The Chinook Trail Wagons rally in Naches, Wash., was like a neighborhood on wheels. Nearly 30 Chinook RVs were parked on a manicured lawn near shade trees, a burbling creek and a big red party barn where people gathered to exchange stories about their beloved vehicles.
This story by Bridget Turrell originally appeared in Yakima Magazine.
Chinook RVs are known as “the sports car of motor homes,” and their owners wouldn’t think of vacationing in anything else. All of them want to chat with the owner of this sprawling property known as Running Springs Ranch, because he’s the guy who invented the Chinook.

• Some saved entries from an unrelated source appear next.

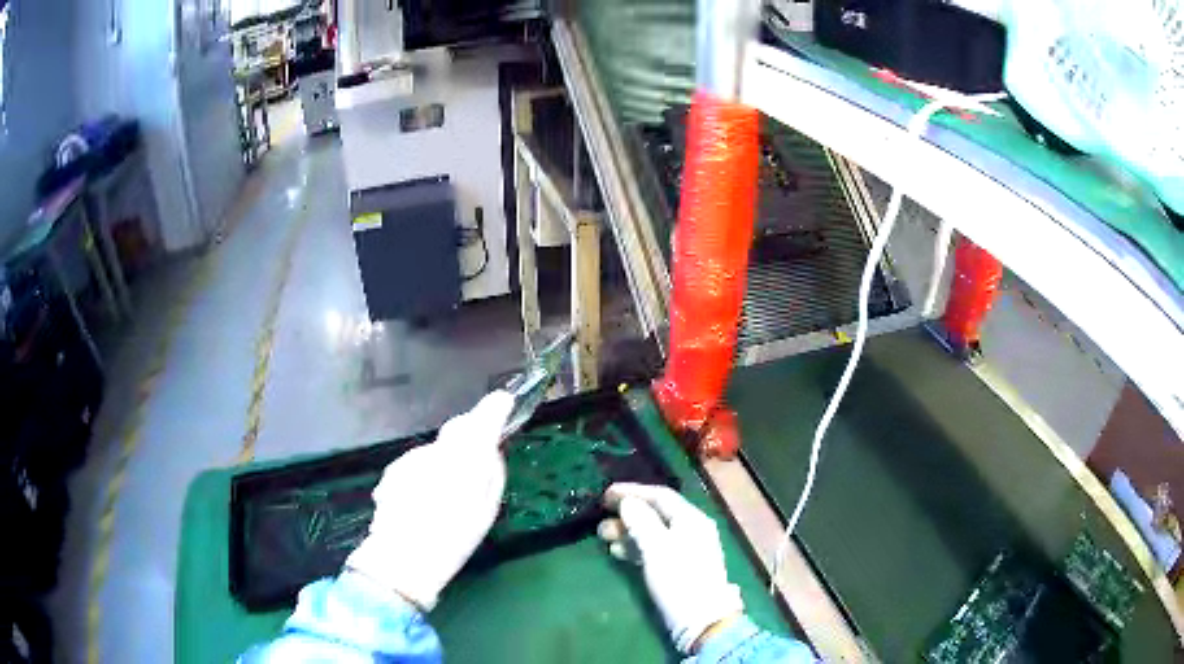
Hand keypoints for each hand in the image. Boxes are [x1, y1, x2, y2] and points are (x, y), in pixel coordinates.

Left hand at [346, 391, 513, 609]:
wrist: (402, 557)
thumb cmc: (453, 539)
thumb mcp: (486, 511)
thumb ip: (492, 474)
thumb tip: (490, 451)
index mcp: (466, 458)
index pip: (483, 420)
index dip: (494, 408)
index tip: (503, 401)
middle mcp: (437, 450)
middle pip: (457, 430)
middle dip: (469, 435)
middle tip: (478, 455)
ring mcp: (411, 459)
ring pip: (436, 450)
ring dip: (444, 460)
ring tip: (446, 494)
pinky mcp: (393, 470)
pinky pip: (418, 464)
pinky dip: (424, 474)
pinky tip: (423, 500)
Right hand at [598, 483, 744, 653]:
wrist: (701, 620)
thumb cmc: (679, 579)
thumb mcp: (657, 548)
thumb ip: (642, 522)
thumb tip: (628, 502)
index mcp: (691, 519)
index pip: (661, 496)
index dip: (633, 491)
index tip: (606, 493)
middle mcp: (691, 530)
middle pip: (656, 514)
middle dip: (628, 514)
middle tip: (601, 517)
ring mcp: (685, 550)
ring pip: (653, 533)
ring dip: (628, 532)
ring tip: (603, 536)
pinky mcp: (678, 569)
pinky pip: (654, 550)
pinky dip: (636, 548)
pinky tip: (617, 553)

RV manufacturer Gary Lukehart began producing units with a solid, one-piece fiberglass shell mounted on a Ford or Chevy chassis in 1971. That was the year he moved the family to Yakima, merged his company with an existing company called Chinook, and the Chinook RV was born. They were manufactured at a plant in Union Gap.
He estimates he built around 50,000 Chinooks altogether, including the Toyota Chinook, his most popular model.
The Union Gap plant closed in 2006, as Lukehart transitioned into a career as a real estate developer. He sold the brand in 2013, and Chinook RVs started rolling off the assembly line again four years ago in Indiana.
The ones made back in the day in the Yakima Valley inspire fans so much that they traveled in their Chinook RVs, from as far away as Missouri, to attend the July rally and hobnob with their fellow owners.